About a year ago I was diagnosed with cancer. I had a scan at 7:30 in the morning, and it clearly showed a tumor on my pancreas. I did not even know what a pancreas was. The doctors told me that this type of cancer is incurable, and that I live no longer than three to six months. My doctor advised me to go home and get my affairs in order (which is doctor's code for prepare to die). It means to try to tell your kids what would you say in the next 10 years. It means to make sure that everything is buttoned up so that your family can be had as easily. That is to say goodbye.

I lived with that diagnosis all day. Later that evening I had a biopsy - stuck an endoscope down your throat, through my stomach and into my intestines, put a needle into my pancreas and got a few cells from the tumor. I was sedated, but my wife, who was there, told me that when doctors viewed the cells under a microscope, they began to shout, because I was very rare form of pancreatic cancer that is curable with surgery. I had the surgery and now with me all right.

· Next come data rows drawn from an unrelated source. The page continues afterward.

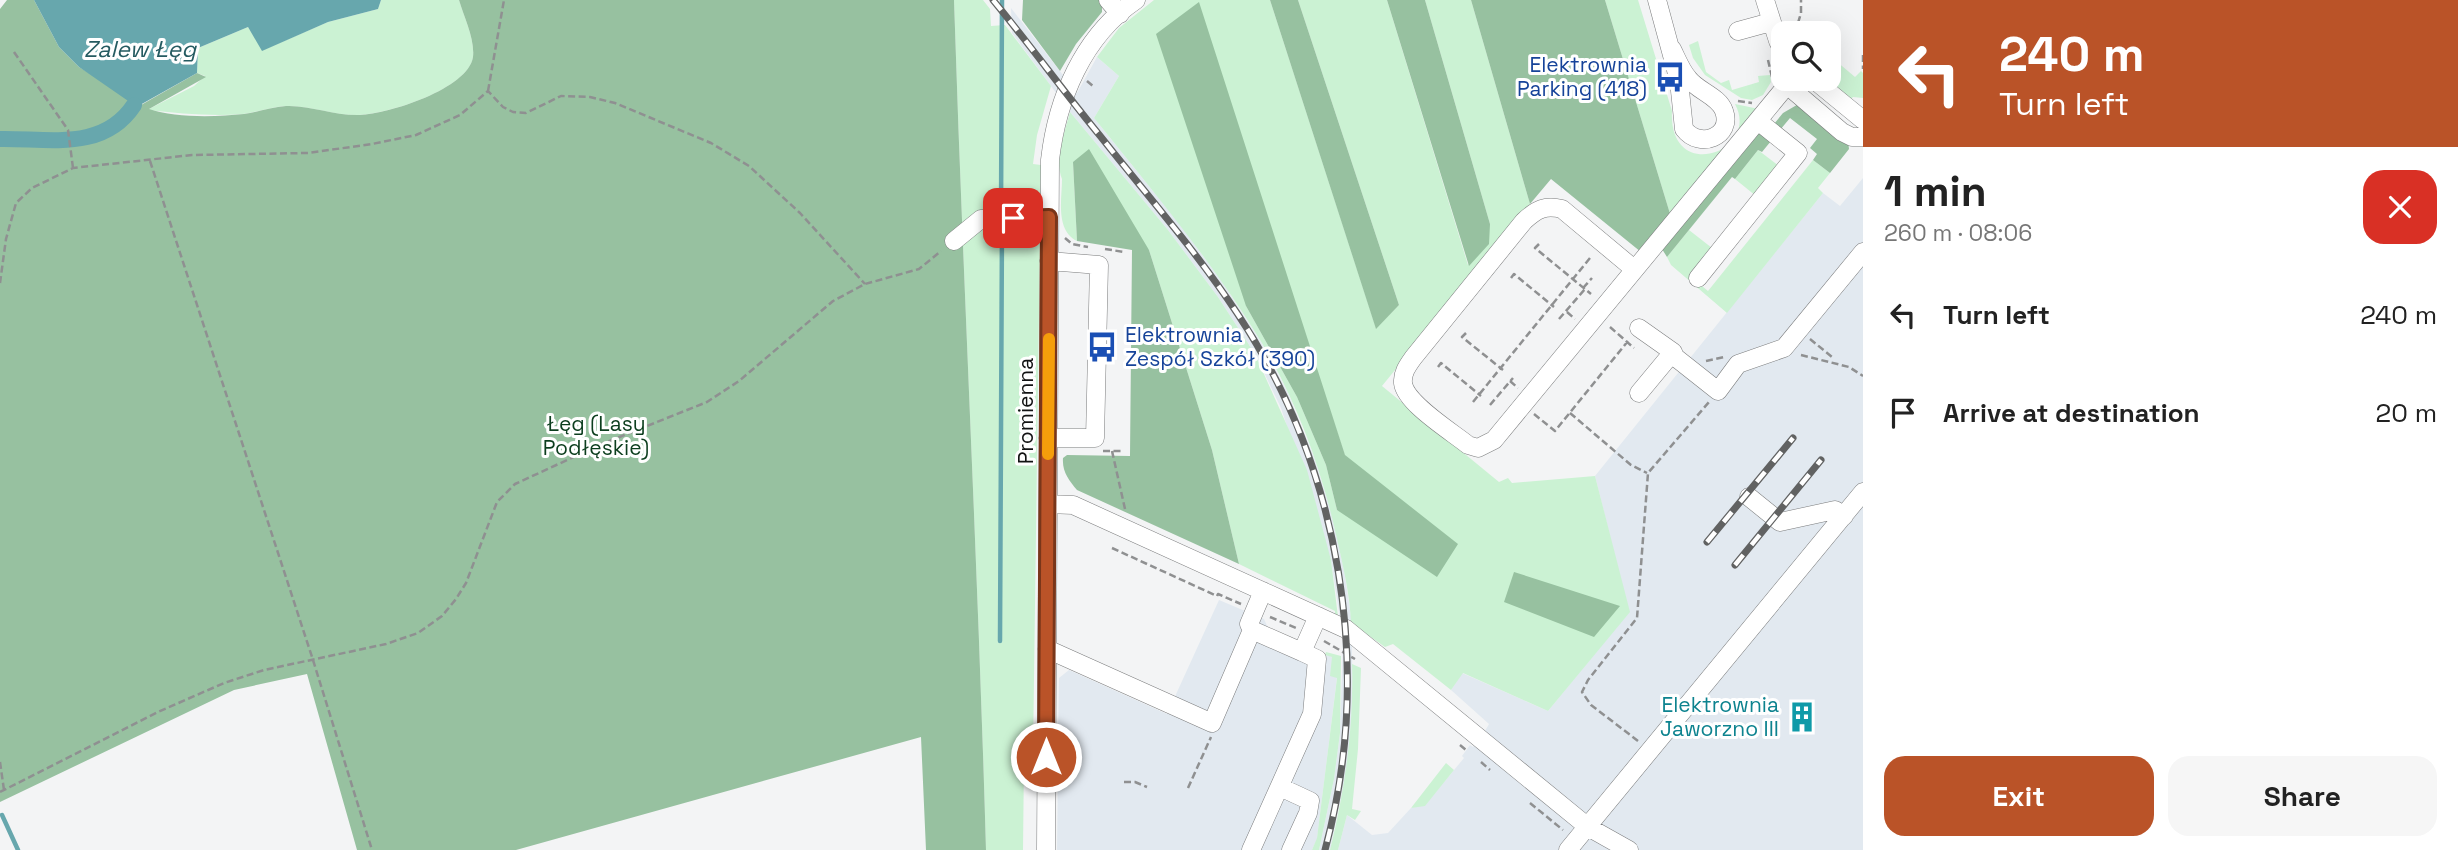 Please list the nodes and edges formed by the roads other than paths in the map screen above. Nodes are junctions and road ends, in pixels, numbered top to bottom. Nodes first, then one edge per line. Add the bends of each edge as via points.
1 (1108, 0) edge
2 (1136, 0) edge
3 (1657, 0) edge
4 (1765, 0) edge
5 (1120, 14) junction
6 (1765, 23) junction
7 (1738, 31) dead end
8 (1771, 32) edge
9 (1672, 49) junction
10 (1778, 91) edge
11 (1794, 91) edge
12 (1828, 91) edge
13 (1709, 97) junction
14 (1681, 114) junction
15 (1863, 120) edge
16 (1758, 121) junction
17 (1863, 137) edge
18 (1049, 217) junction
19 (954, 241) road end
20 (1863, 252) edge
21 (1049, 261) junction
22 (1634, 269) junction
23 (1698, 278) dead end
24 (1639, 328) road end
25 (1673, 352) junction
26 (1639, 393) dead end
27 (1048, 438) junction
28 (1863, 492) edge
29 (1749, 498) dead end
30 (1048, 504) junction
31 (1844, 516) junction
32 (1263, 591) junction
33 (1318, 616) junction
34 (1252, 630) junction
35 (1047, 649) junction
36 (1302, 652) junction
37 (1280, 787) junction
38 (1588, 827) junction
39 (1572, 846) edge
40 (1046, 850) edge
41 (1251, 850) edge
42 (1291, 850) edge
43 (1629, 850) edge

1 - 5 street
2 - 5 street, Promienna
3 - 9 street
4 - 6 street
5 - 18 street, Promienna via 1087,51 1060,106 1050,160
6 - 7 street
6 - 8 street
9 - 13 street via 1688,79
9 - 14 street
10 - 16 street
11 - 17 street via 1842,132
12 - 15 street
13 - 14 street via 1695,98
13 - 14 street via 1721,105 1726,118 1715,137 1702,140 1688,135
16 - 22 street
16 - 23 street via 1798,153
18 - 19 street via 981,219
18 - 21 street, Promienna
20 - 25 street via 1784,348 1738,364 1718,391
21 - 27 street, Promienna
21 - 27 street via 1099,265 1095,438
22 - 22 street via 1562,209 1550,206 1535,211 1413,358 1402,381 1405,390 1412,401 1478,448 1493,440
24 - 25 street
25 - 26 street
27 - 30 street, Promienna
28 - 31 street
29 - 31 street via 1780,522 1835,510
30 - 32 street via 1073,505
30 - 35 street, Promienna
31 - 38 street
32 - 33 street
32 - 34 street via 1249,624
33 - 36 street
33 - 38 street via 1346,629
34 - 35 street via 1212,723
34 - 36 street
35 - 40 street, Promienna
36 - 37 street via 1317,659 1312,714
37 - 41 street
37 - 42 street via 1310,801
38 - 39 street
38 - 43 street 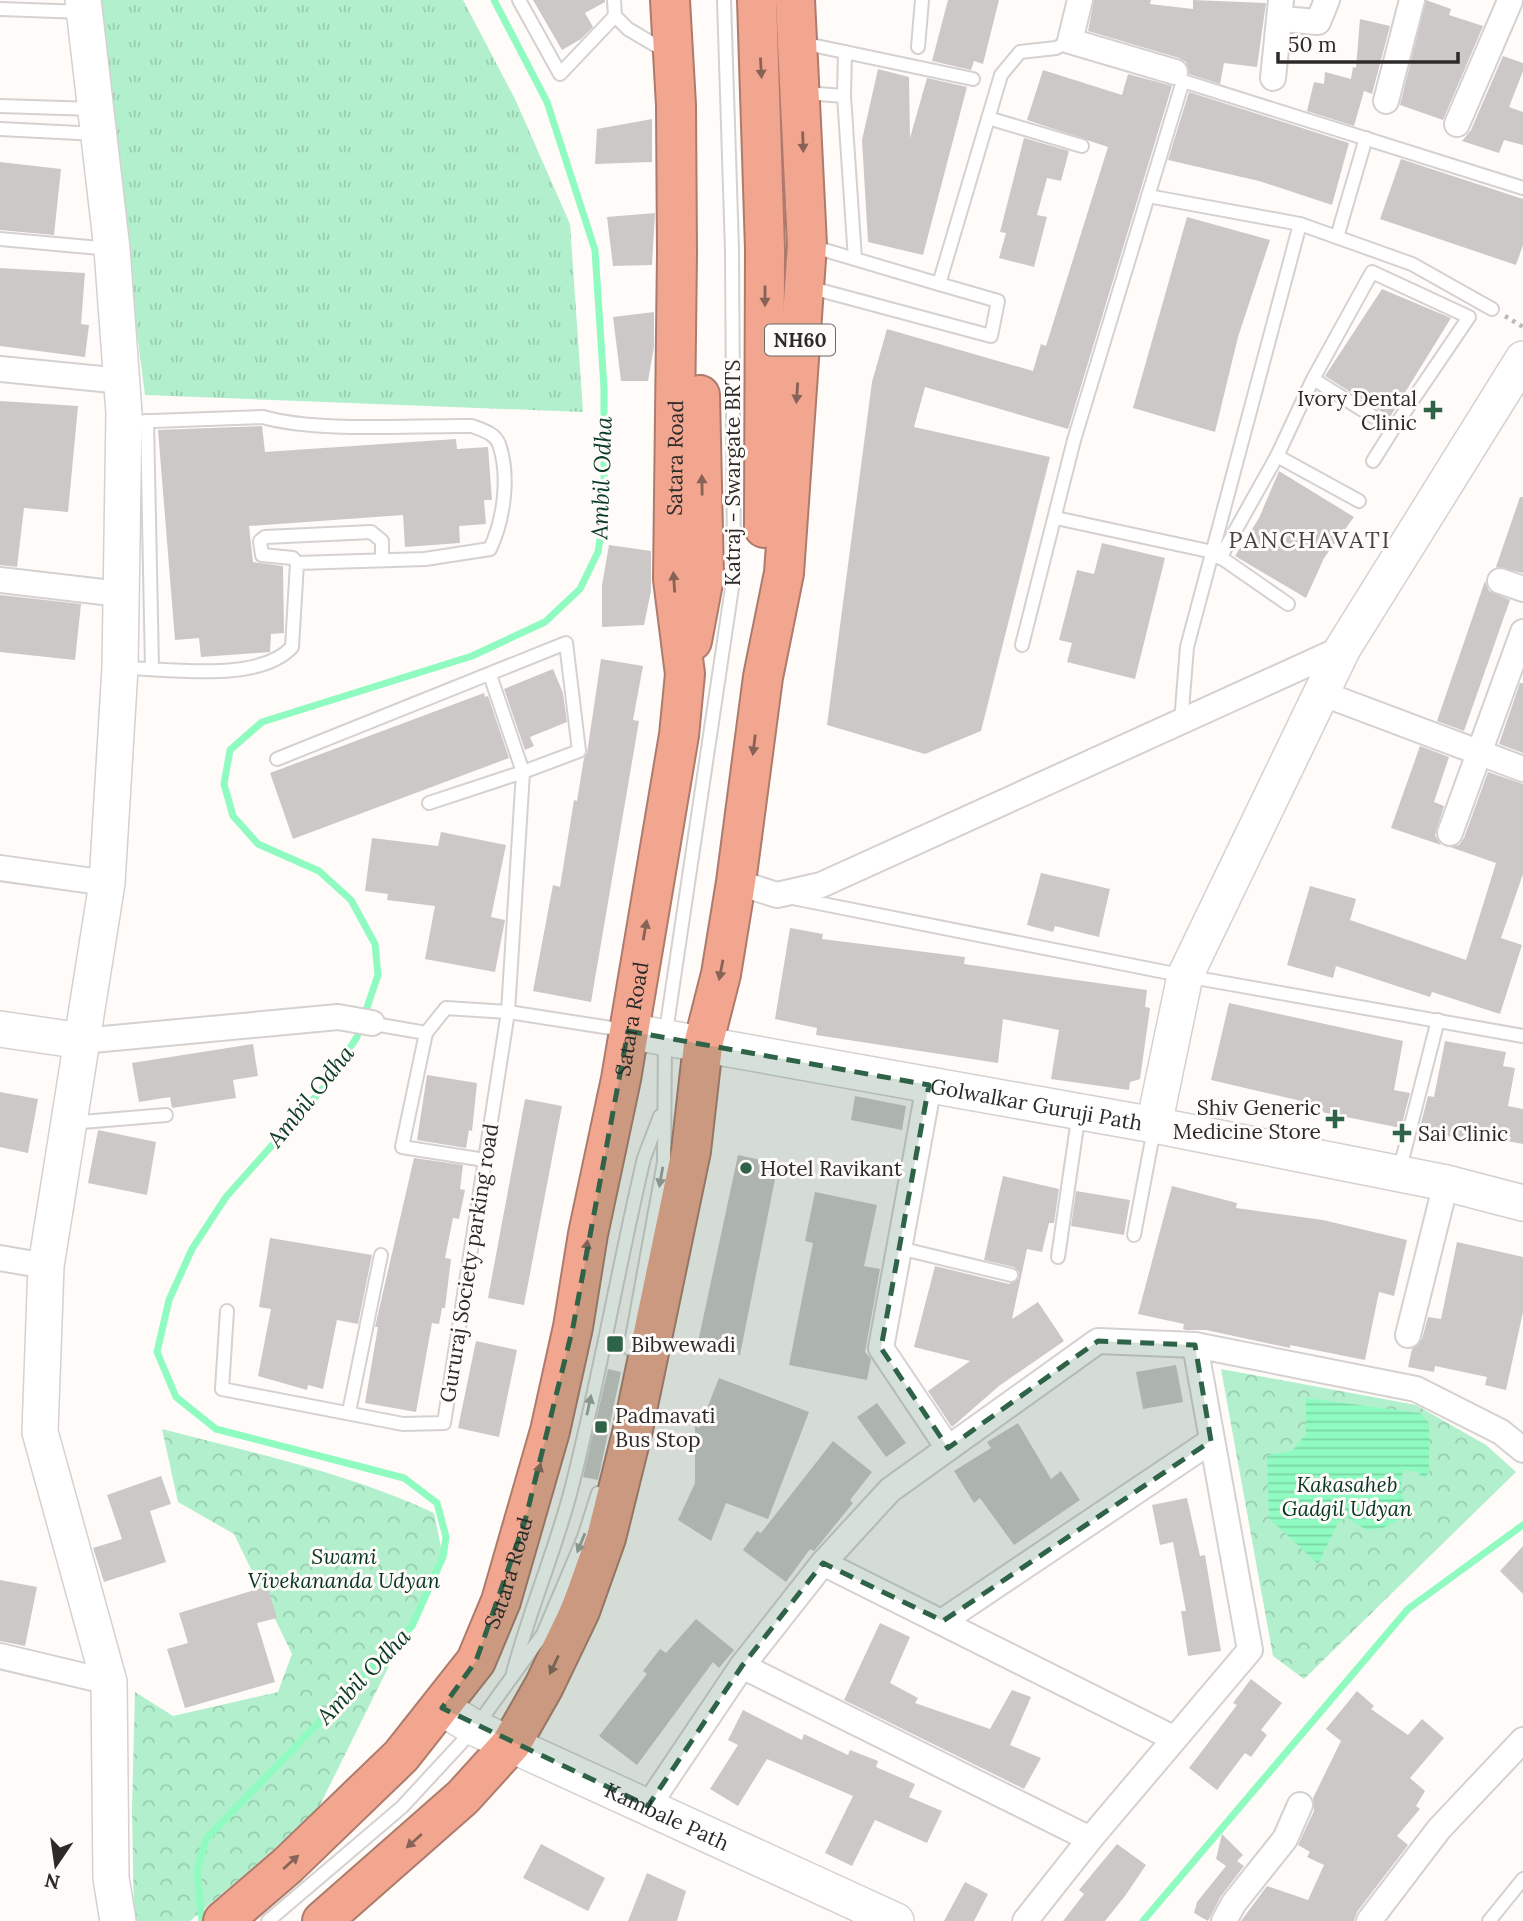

Death then came to me the closest thing, and I hope the closest for a few more decades. Having lived through it, I can now say this to you with a bit more certainty than when death was a useful but purely intellectual concept:

Nobody wants to die. Even people who want to go to heaven do not want to die. And still, the death - the destination for all of us. No one has ever escaped it. So it should be, because Death is very likely the single best invention of Life. It is - the reason for change. It clears out the old to make way for the new. Who is new - it is you, but once (not very long from now) - you become the old and be cleansed. Sorry to be so dramatic, but it's true.

Your time is limited, so do not waste it living someone else's life. Do not be trapped by dogma, which is living with the thoughts of other people. Do not let the noise of others' opinions drown out your own inner voice. And most important, have the courage to follow your heart and intuition. They somehow already know who you want to become really. Everything else is secondary.

When I was young, there was an amazing publication of The Whole Earth Catalog em> («Whole Earth Catalog"), which was one of the bibles of my generation. She wrote a fellow named Stewart Brand, who lives not far from here in Menlo Park. It was in the late Sixties, before personal computers and desktop publishing, so it was all made with typewriters, scissors, and polaroid cameras. Something like Google in paperback form, 35 years before Google. It was idealistic, and overflowing big ideas.

Steward and his team put out several issues of The Whole Earth Catalog em> and, finally published the final number. It was in the mid-70s, and I was your age. On the back cover was a picture of early morning country road, the kind where you might find yourself hitchhiking on if you were so adventurous. Beneath it were the words: "Stay Hungry. Stay Foolish. " It was their farewell message. Stay Hungry. Stay Foolish. And I have always wished that for myself. And now, as you graduate to begin anew, I wish that for you.

Stay Hungry. Stay Foolish.

Thank you all.



Video of the speech is available on Youtube, it is interesting to look at the English.